Part 1 of this blog series highlighted the comparison of best-of-breed (BoB) and enterprise resource planning (ERP) solutions, and when BoB is the best choice for supply chains. Part 2 of the series dove deeper into the specific needs of supply chain planning and execution and the tightly vs. loosely coupled interoperability debate. In this part of the series you’ll learn more about where to run your BoB software solution.

You’ve Finally Selected Your BoB Software Solution. Now What?

Whew, you’ve evaluated a dozen options, you’ve finally selected your BoB software solution and the implementation partner to get it setup.  You’re done, right?  Well, not quite, you still need to figure out how to run it!

In days gone by, the next step would be turn the project over to your IT department to host and manage your software and wait for your turn in the queue both for capital appropriations, purchasing and then resources. Those days are past, and there are now multiple ways to get the final step done and they deserve some careful consideration.

You’ve picked BoB software, so I recommend you look closely at choosing a BoB managed cloud offering.

Deploying and Managing Internally

It is still an option at most companies to follow the traditional IT path. There are certainly many IT departments well equipped to purchase and setup the software.  They will participate in the project and accept the ongoing maintenance requirements. This can still be an effective and successful process for go live. Day one your system is providing ROI.

The long term is where it gets tricky.  Modern IT departments are facing year over year budget cuts or at best they remain flat – which is a cut with real inflation. It is not uncommon to find an internal IT group spending 80 percent or more of their budget simply to maintain what they have.

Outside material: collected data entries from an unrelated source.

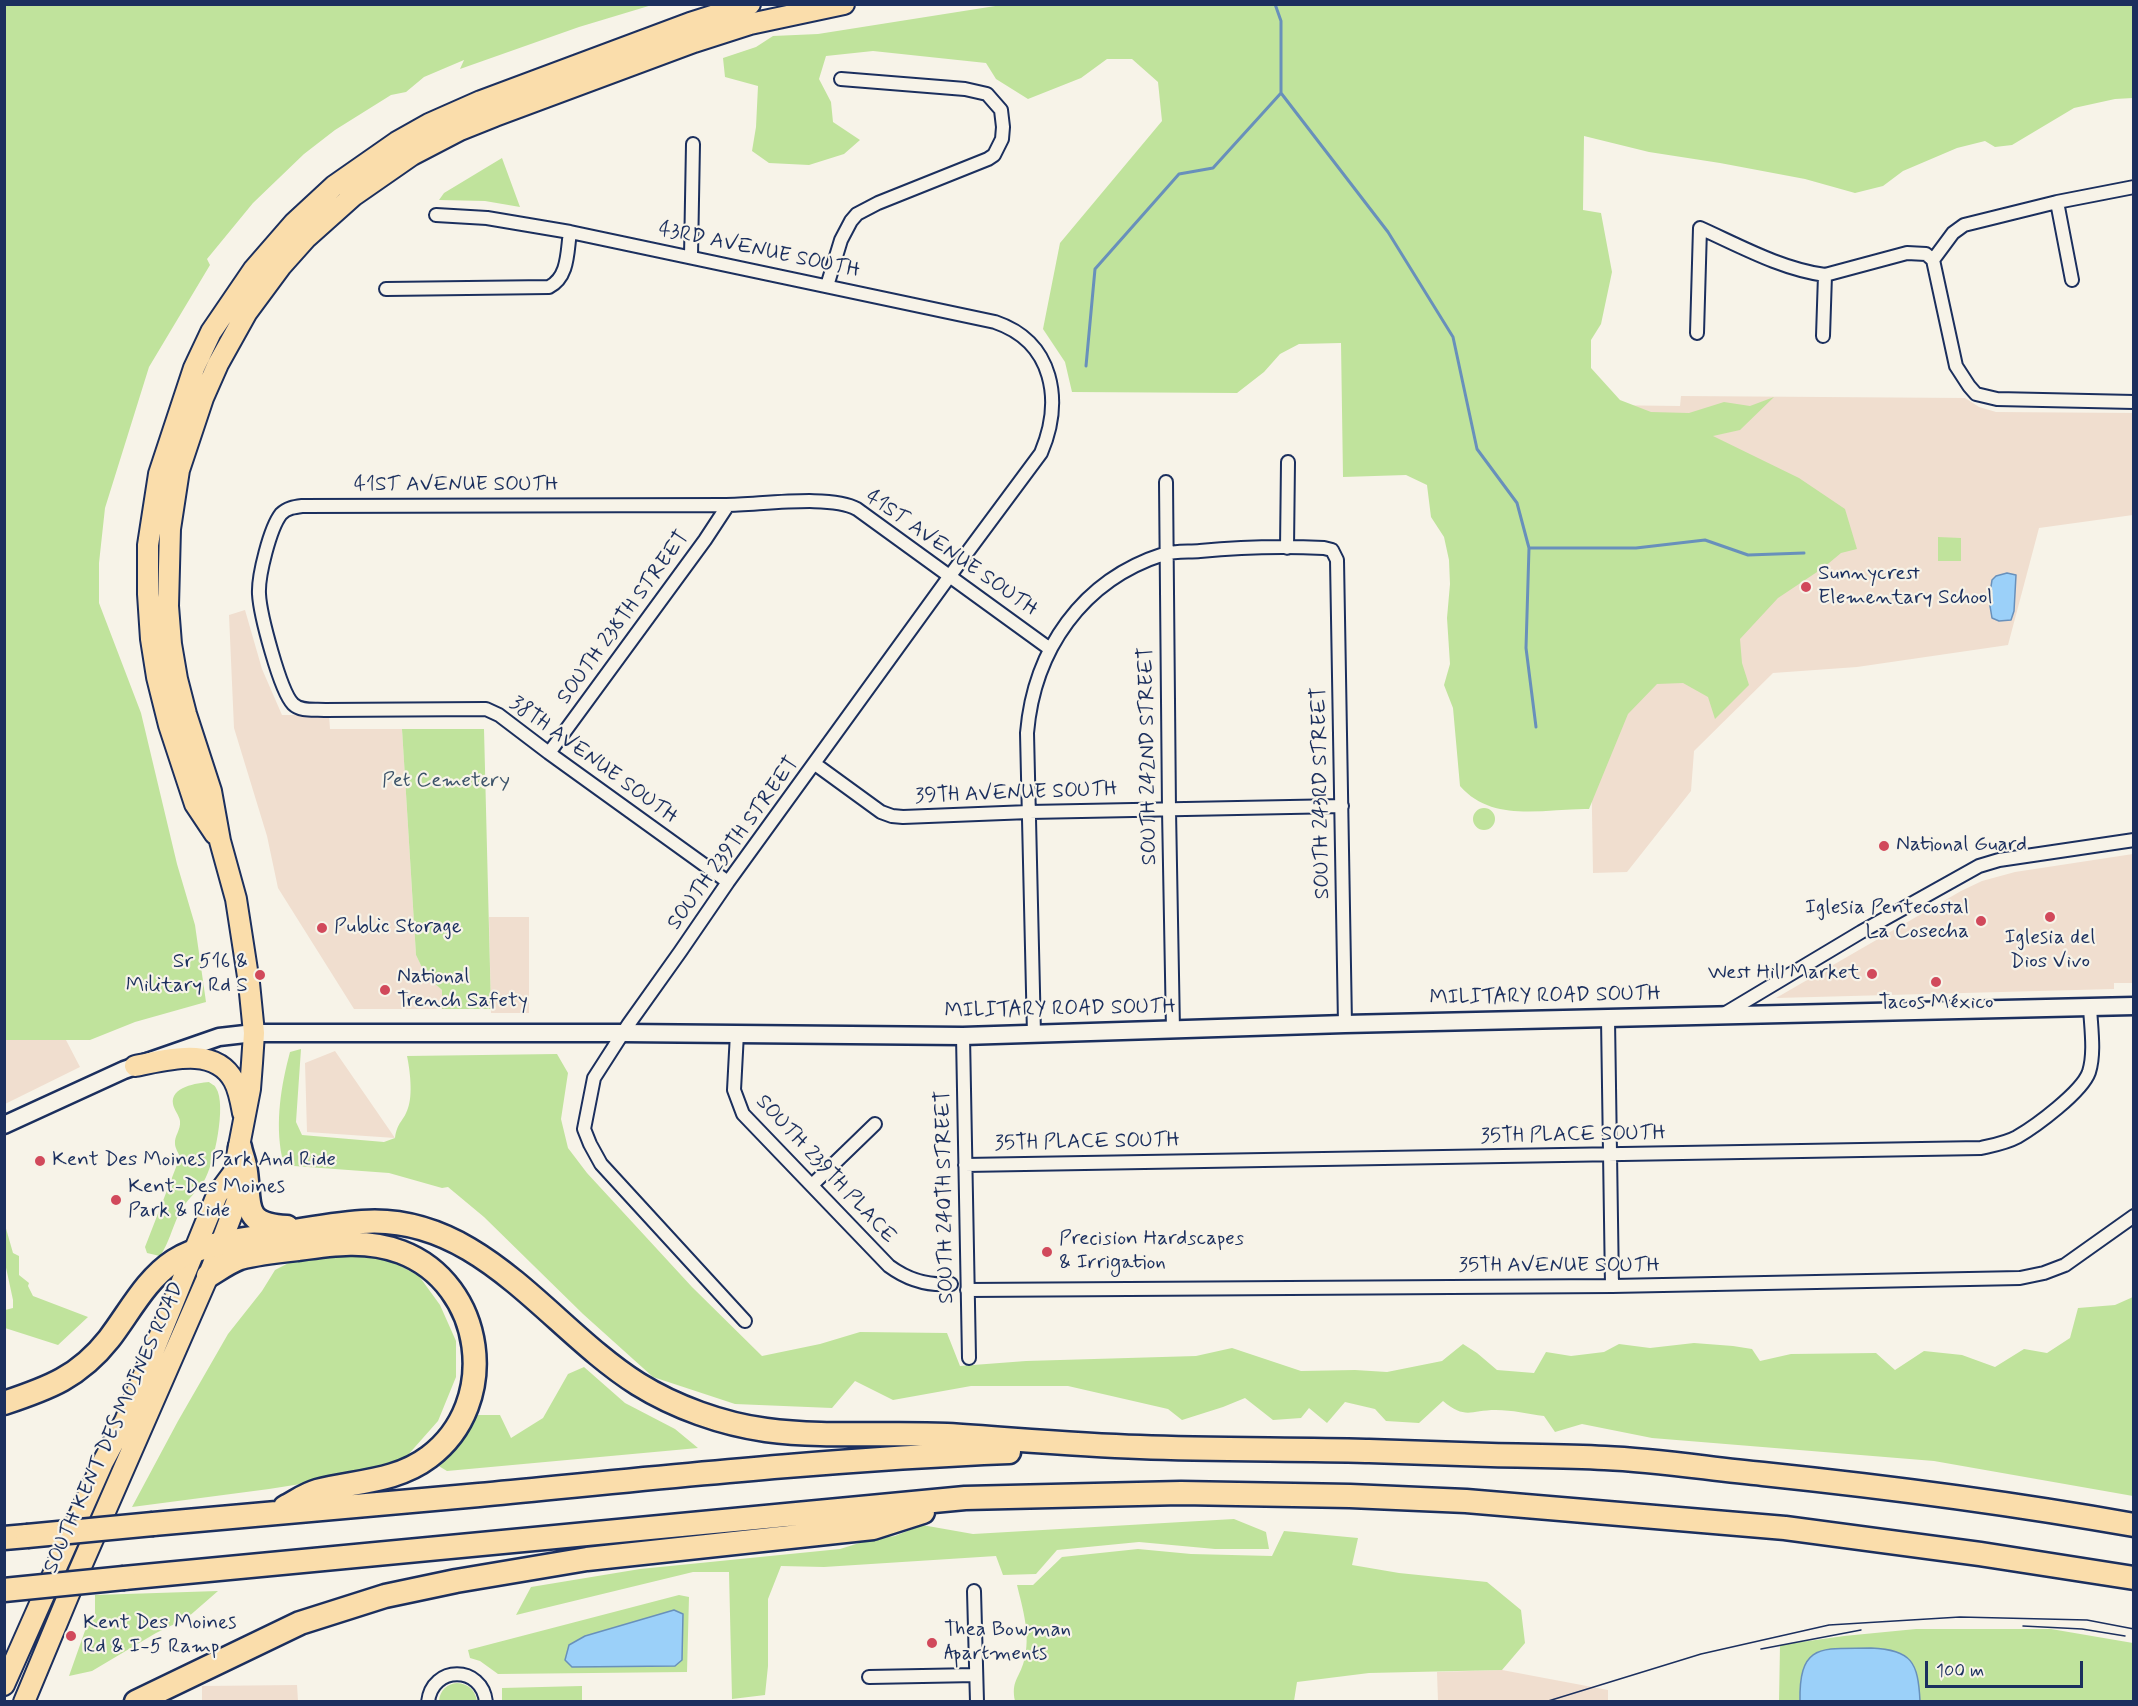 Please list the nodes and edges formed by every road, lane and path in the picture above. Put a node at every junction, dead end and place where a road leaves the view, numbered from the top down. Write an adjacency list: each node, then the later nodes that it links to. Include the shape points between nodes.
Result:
1 (750, 4): 34 (highway, SOUTH KENT DES MOINES ROAD, via 482,101 397,141 334,186 294,223 254,269 211,332 194,368 159,474 148,545 148,594 157,677 174,744 195,804)
2 (844, 4): 34 (highway, SOUTH KENT DES MOINES ROAD, via 694,42 460,130 412,155 354,196 306,238 268,283 236,328 203,398 180,470 170,529 167,583 171,644 186,714 211,790)
3 (841, 79): 13 (street, via 987,94 1000,110 1004,127 994,155 988,159 857,214 841,240)
4 (693, 144): 9 (street)
5 (2133, 187): 6 (street)
6 (2057, 202): 10 (street, via 1964,225); 12 (street)
7 (435, 215): 8 (street, 43RD AVENUE SOUTH, via 487,218)
8 (570, 232): 9 (street, 43RD AVENUE SOUTH); 14 (street, via 563,275 549,287)
9 (691, 256): 13 (street, 43RD AVENUE SOUTH)
10 (1933, 260): 11 (street, via 1926,254 1907,253); 18 (street, via 1956,366 1976,394 1997,399)
11 (1825, 275): 15 (street, via 1780,263 1700,228); 16 (street)
12 (2072, 279)
13 (827, 286): 17 (street, 43RD AVENUE SOUTH, via 1008,327 1039,353)
14 (386, 290)
15 (1697, 333)
16 (1823, 336)
17 (1049, 375): 25 (street, SOUTH 239TH STREET, via 1052,415 1041,453)
18 (2133, 402)
19 (1288, 462): 22 (street)
20 (1166, 482): 23 (street, SOUTH 242ND STREET)
21 (728, 505): 25 (street, 41ST AVENUE SOUTH, via 803,502 851,506); 27 (street, 41ST AVENUE SOUTH, via 293,507 280,516 259,575 259,596); 28 (street, SOUTH 238TH STREET)
22 (1287, 548): 23 (street, 41ST AVENUE SOUTH); 24 (street, 41ST AVENUE SOUTH, via 1328,549)
23 (1166, 554): 26 (street, 41ST AVENUE SOUTH, via 1134,567 1090,597 1062,628); 31 (street, SOUTH 242ND STREET)
24 (1337, 560): 30 (street, SOUTH 243RD STREET)
25 (949, 577): 26 (street, 41ST AVENUE SOUTH); 29 (street, SOUTH 239TH STREET)
26 (1050, 649): 32 (street, via 1036,683 1029,718)
27 (286, 692): 28 (street, 38TH AVENUE SOUTH, via 295,706 304,709 486,709)
28 (549, 753): 35 (street, 38TH AVENUE SOUTH)
29 (816, 764): 32 (street, 39TH AVENUE SOUTH, via 869,804 892,816); 35 (street, SOUTH 239TH STREET)
30 (1341, 806): 31 (street, 39TH AVENUE SOUTH); 40 (street, SOUTH 243RD STREET)
31 (1169, 810): 32 (street, 39TH AVENUE SOUTH); 41 (street, SOUTH 242ND STREET)
32 (1029, 812): 45 (street)
33 (2133, 840): 38 (street, via 1979,866)
34 (220, 841): 42 (highway, SOUTH KENT DES MOINES ROAD, via 244,942)
35 (728, 882): 43 (street, SOUTH 239TH STREET)
36 (2133, 1006): 37 (main road, MILITARY ROAD SOUTH)
37 (2091, 1007): 38 (main road, MILITARY ROAD SOUTH); 52 (street, 35TH PLACE SOUTH, via 2091,1063 2084,1082 2046,1116 2000,1144 1981,1148)
38 (1721, 1015): 39 (main road, MILITARY ROAD SOUTH)
39 (1608, 1019): 40 (main road, MILITARY ROAD SOUTH); 52 (street)
40 (1345, 1024): 41 (main road, MILITARY ROAD SOUTH)
41 (1173, 1030): 45 (main road, MILITARY ROAD SOUTH)
42 (254, 1033): 43 (main road, MILITARY ROAD SOUTH); 47 (main road, MILITARY ROAD SOUTH, via 219,1037); 48 (highway, SOUTH KENT DES MOINES ROAD)
43 (623, 1033): 44 (main road, MILITARY ROAD SOUTH); 64 (street, SOUTH 239TH STREET, via 594,1078 584,1129 590,1144 602,1164)
44 (737, 1033): 46 (main road, MILITARY ROAD SOUTH); 55 (street, SOUTH 239TH PLACE, via 734,1084 739,1107)
45 (1034, 1034): 46 (main road, MILITARY ROAD SOUTH)
46 (963, 1036): 53 (street, SOUTH 240TH STREET)
47 (135, 1066): 48 (highway, via 191,1058 216,1062 236,1084); 50 (main road, MILITARY ROAD SOUTH)
48 (245, 1119): 51 (highway, SOUTH KENT DES MOINES ROAD)
49 (876, 1124): 55 (street)
50 (4, 1125)
51 (240, 1147): 54 (highway, SOUTH KENT DES MOINES ROAD); 57 (highway, via 249,1207 255,1217 267,1225)
52 (1610, 1155): 53 (street, 35TH PLACE SOUTH); 62 (street)
53 (965, 1165): 63 (street, SOUTH 240TH STREET)
54 (234, 1172): 58 (highway, SOUTH KENT DES MOINES ROAD, via 238,1198); 59 (highway, SOUTH KENT DES MOINES ROAD, via 217,1195)
55 (812, 1185): 61 (street, SOUTH 239TH PLACE, via 900,1274 927,1284)
56 (2133, 1216): 62 (street, 35TH AVENUE SOUTH, via 2065,1264 2020,1278)
57 (312, 1228): 58 (highway); 67 (highway, via 386,1221 441,1235 494,1266 635,1382 682,1406 737,1424 796,1432 941,1435)
58 (222, 1244): 59 (highway); 60 (highway, SOUTH KENT DES MOINES ROAD)
59 (195, 1251): 66 (highway, via 152,1280 87,1363 66,1379); 77 (highway, SOUTH KENT DES MOINES ROAD, via 125,1421)
60 (208, 1276): 69 (highway, via 237,1259 264,1253 351,1242 383,1246 423,1263 441,1278 470,1324 475,1357 472,1392 455,1429 443,1444 400,1473 315,1492); 78 (highway, SOUTH KENT DES MOINES ROAD)
61 (951, 1284)
62 (1612, 1286): 63 (street, 35TH AVENUE SOUTH)
63 (967, 1290): 65 (street, SOUTH 240TH STREET)
64 (745, 1321)
65 (969, 1358)
66 (4, 1402)
67 (1136, 1447): 69 (highway, via 899,1456); 70 (highway, via 1608,1458 2020,1505)
68 (965, 1498): 72 (highway, via 1181,1492 1466,1501 1785,1528); 73 (highway, bridge); 79 (highway, via 873,1528 587,1559 385,1596 300,1623)
69 (273, 1513): 71 (highway, bridge)
70 (2133, 1525)
71 (4, 1539)
72 (2133, 1578)
73 (4, 1590)
74 (974, 1591): 75 (street)
75 (976, 1676): 76 (street); 82 (street)
76 (869, 1677)
77 (4, 1685)
78 (24, 1701)
79 (136, 1701)
80 (428, 1701): 81 (street, via 433,1685 441,1678 460,1674 477,1682)
81 (486, 1701)
82 (977, 1701)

Since they support many strategic and critical systems, it is rare to be able to assign full time resources to any one product and almost as impossible to expect those resources assigned to be able to keep up with the changes in the software. Requests that can bring real results get into the IT queue, where it is not uncommon to wait months, or even years. Upgrades almost require an act of congress to happen. And as people shift jobs and even leave the company, critical information leaves with them.

If you face this challenge, the result is often a system that peaked in value the day it went live.  Changes in the business, as well as changes in the software, just don’t keep up.  Processes get set in stone, even processes that no longer make sense in the current business model. It is not unusual for me to talk with a company who has 5+ year installs and is too afraid to change anything because they don’t remember the original reason it was requested.

The other tricky part is it is very difficult to calculate the actual cost of running the software.  Running internally is generally going to be the least expensive option on paper and in reality, but you really need to dig in to discover this. Since so many items are blended together with other areas, you get an allocation based on something, such as hardware invested, at best. Given the complexity differences between products, this tends to move everyone to the mean, so it really is difficult to compare. When looking at costs, you really need to look at skills that need to be maintained, like database administrators (DBAs) and application experts, how you can keep those resources content and how their knowledge can be maintained when they leave. And while it is difficult to judge some opportunity costs, they are very real. Not changing and upgrading in a reasonable time period is leaving real money on the table. Staff attrition means an investment to get skills back to acceptable levels. Opportunity costs are hard to quantify, but they should absolutely be part of the equation.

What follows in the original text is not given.